Organisations are choosing a range of approaches to promote fresh ideas. And we cannot underestimate the importance of spatial alterations in change processes.

“Silo structures” build up over time and are now seen as the biggest barriers to further entrepreneurial development. The experts we interviewed continually stressed that dialogue should not be thwarted by departmental boundaries. “If I’m sitting in my project and the next-door project isn’t allowed, for whatever reason, to know what we’re doing, that’s not productive. How can innovation teams inspire each other if everything they do has to be kept secret?” ask Boris Gloger and others.

Some companies have gone a step further and actively opened their innovation processes to the outside. Getting the customer involved at an early stage is still often frowned on in Europe, but has long been considered good manners in Silicon Valley. There, short development cycles and total customer-orientation are the highest principles. This means that products come onto the market before they are completely finished, and are then constantly improved via “updates” – an essential ingredient for success. Customers become testers and provide companies with valuable information for further developing their innovations.

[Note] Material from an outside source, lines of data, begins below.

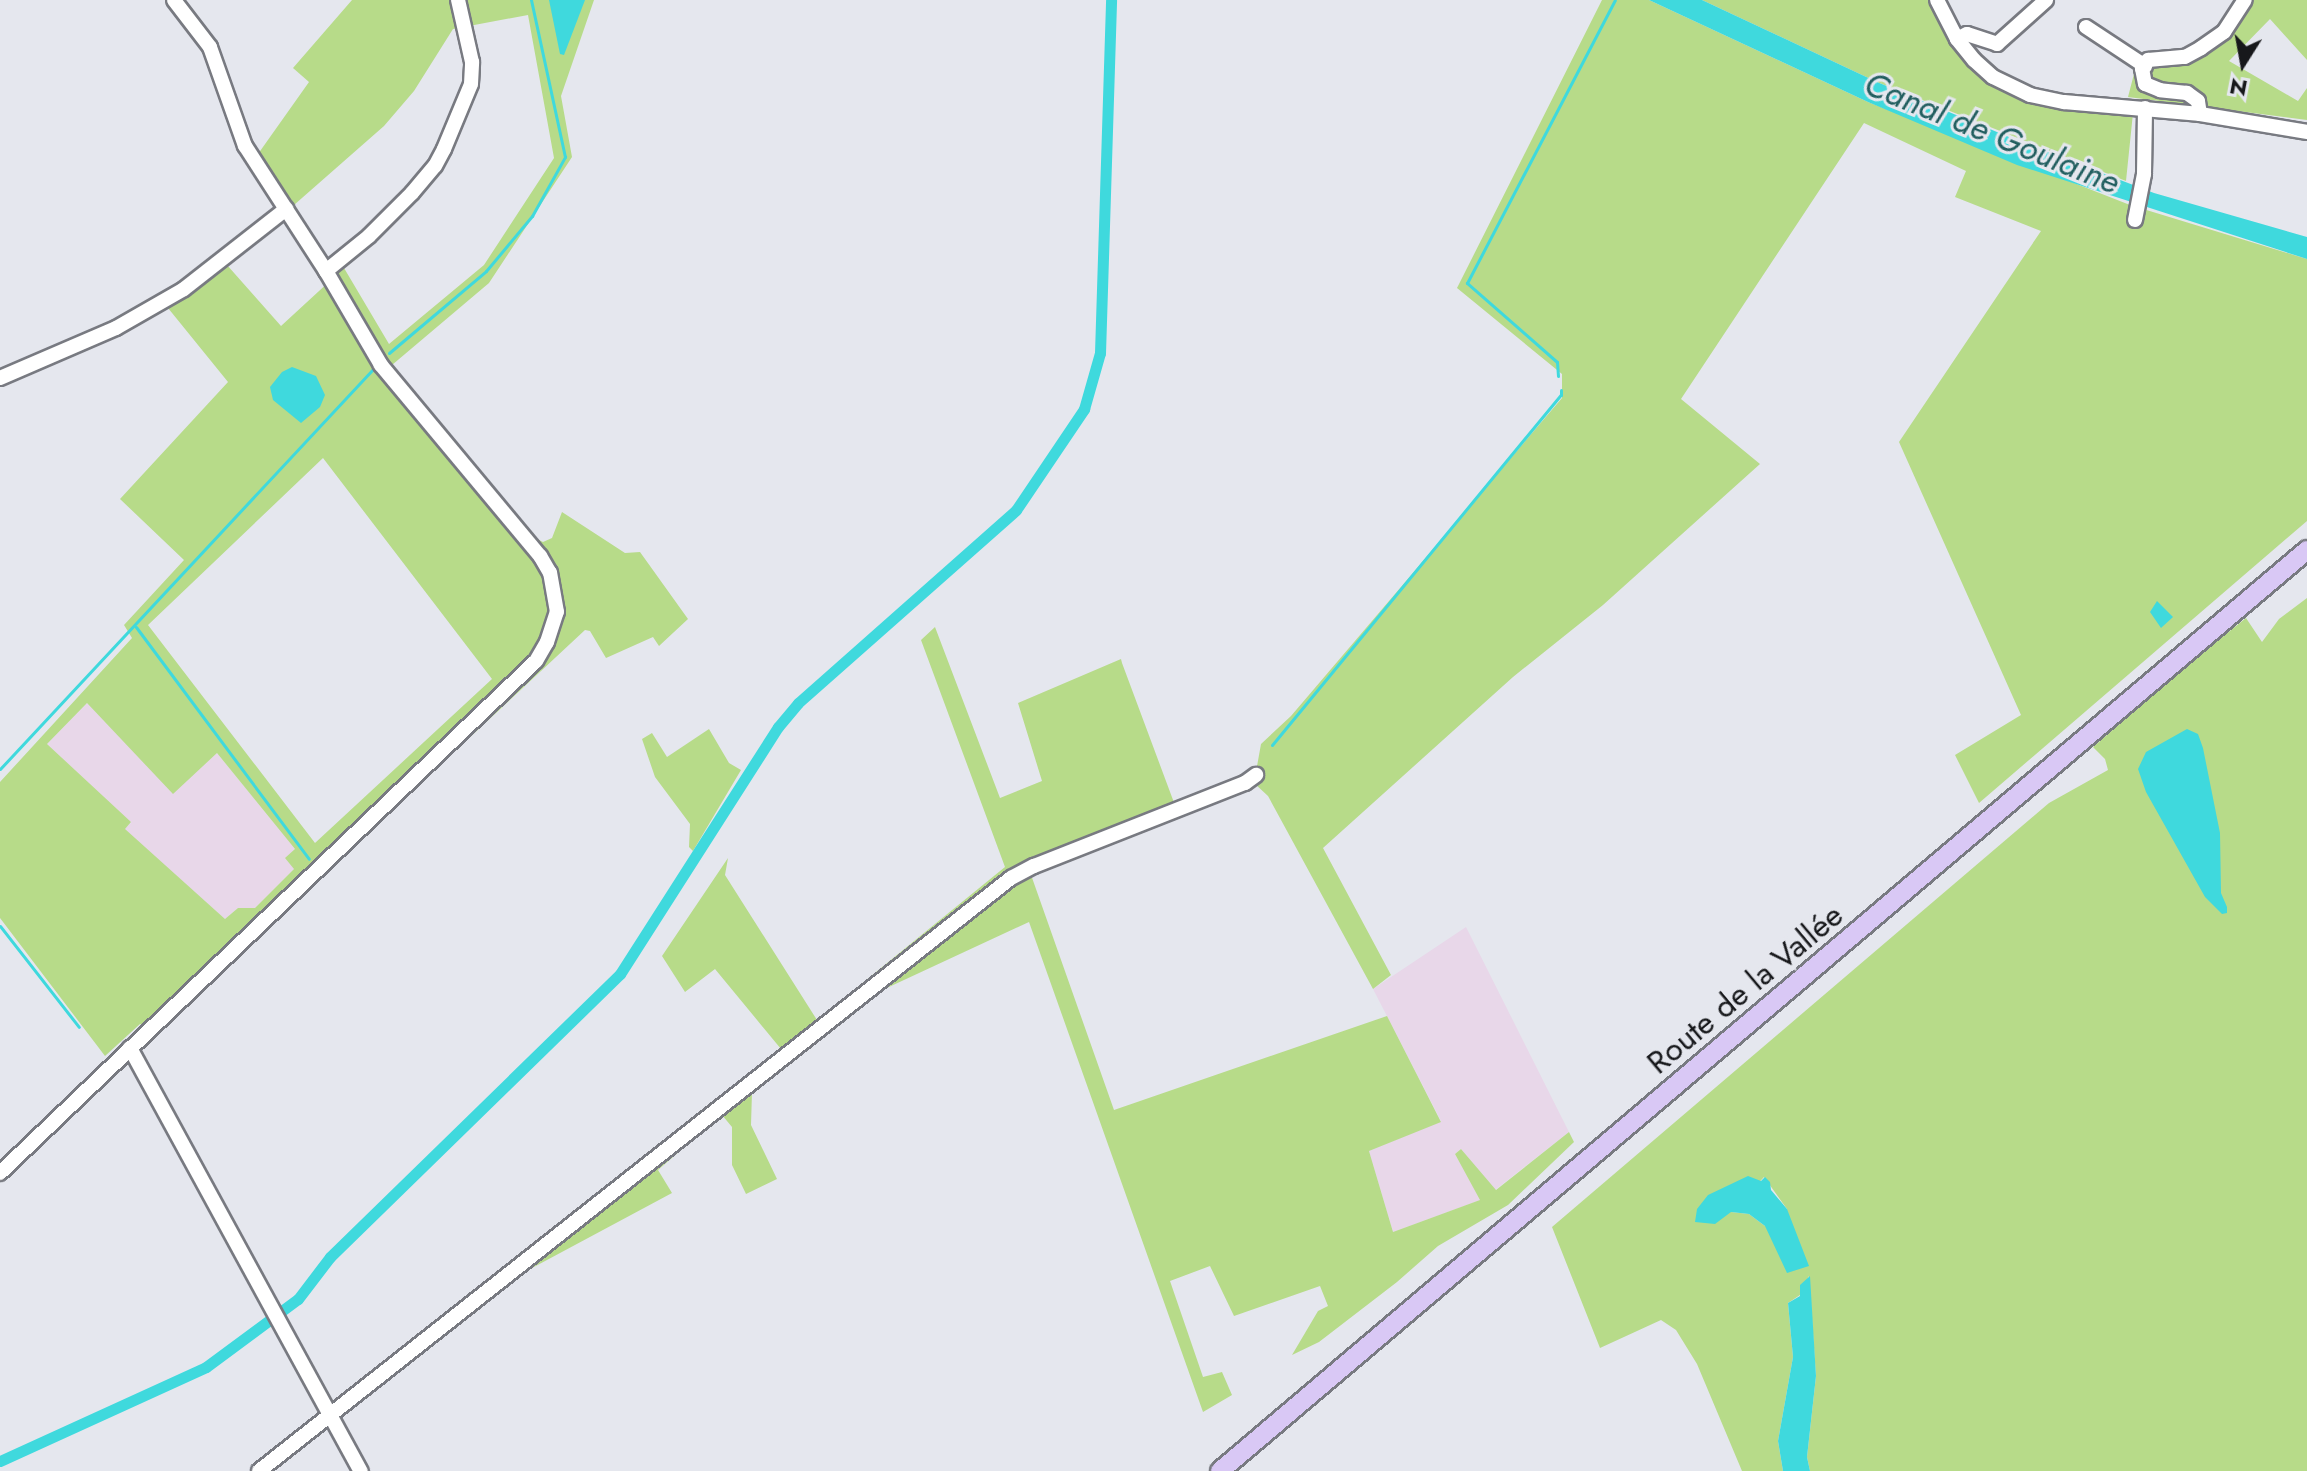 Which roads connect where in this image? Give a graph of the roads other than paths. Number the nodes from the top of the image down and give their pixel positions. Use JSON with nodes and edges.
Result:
{"nodes":[{"id":1,"x":174,"y":0,"type":"edge"},
{"id":2,"x":458,"y":0,"type":"edge"},
{"id":3,"x":1937,"y":0,"type":"edge"},
{"id":4,"x":2046,"y":0,"type":"edge"},
{"id":5,"x":2245,"y":0,"type":"edge"},
{"id":6,"x":2086,"y":27,"type":"dead end"},
{"id":7,"x":1957,"y":39,"type":"junction"},
{"id":8,"x":2145,"y":66,"type":"junction"},
{"id":9,"x":2145,"y":108,"type":"junction"},
{"id":10,"x":2200,"y":114,"type":"junction"},
{"id":11,"x":2307,"y":132,"type":"edge"},
{"id":12,"x":286,"y":209,"type":"junction"},
{"id":13,"x":2136,"y":217,"type":"dead end"},
{"id":14,"x":326,"y":271,"type":"junction"},
{"id":15,"x":0,"y":378,"type":"edge"},
{"id":16,"x":2307,"y":550,"type":"edge"},
{"id":17,"x":1256,"y":775,"type":"dead end"},
{"id":18,"x":130,"y":1048,"type":"junction"},
{"id":19,"x":0,"y":1173,"type":"edge"},
{"id":20,"x":331,"y":1415,"type":"junction"},
{"id":21,"x":259,"y":1471,"type":"edge"},
{"id":22,"x":361,"y":1471,"type":"edge"},
{"id":23,"x":1220,"y":1471,"type":"edge"}],
"edges":[{"from":1,"to":12,"type":"street"},
{"from":2,"to":14,"type":"street"},
{"from":3,"to":7,"type":"street"},
{"from":4,"to":7,"type":"street"},
{"from":5,"to":8,"type":"street"},
{"from":6,"to":8,"type":"street"},
{"from":7,"to":9,"type":"street"},
{"from":8,"to":10,"type":"street"},
{"from":9,"to":10,"type":"street"},
{"from":9,"to":13,"type":"street"},
{"from":10,"to":11,"type":"street"},
{"from":12,"to":14,"type":"street"},
{"from":12,"to":15,"type":"street"},
{"from":14,"to":18,"type":"street"},
{"from":16,"to":23,"type":"main road","name":"Route de la Vallée"},
{"from":17,"to":20,"type":"street"},
{"from":18,"to":19,"type":"street"},
{"from":18,"to":20,"type":"street"},
{"from":20,"to":21,"type":"street"},
{"from":20,"to":22,"type":"street"}]}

The “learning-by-doing” approach is suitable for more than just young start-ups, thinks Patrick Kenzler, co-founder, partner, Dark Horse GmbH, “companies and customers have to be open to new experiments and free themselves from any perfectionist ideas they may have. It takes courage to experiment, to be able to create something genuinely new.” “That’s why lean start-up and agile methodologies have become so popular because they both include prototyping and fast feedback as part of their models”, agrees Tamara Carleton, Ph.D., CEO, founder, Innovation Leadership Board. In this spirit, a degree of openness towards competitors is also no longer taboo; instead it is seen as a fruitful asset, from which all sides can profit.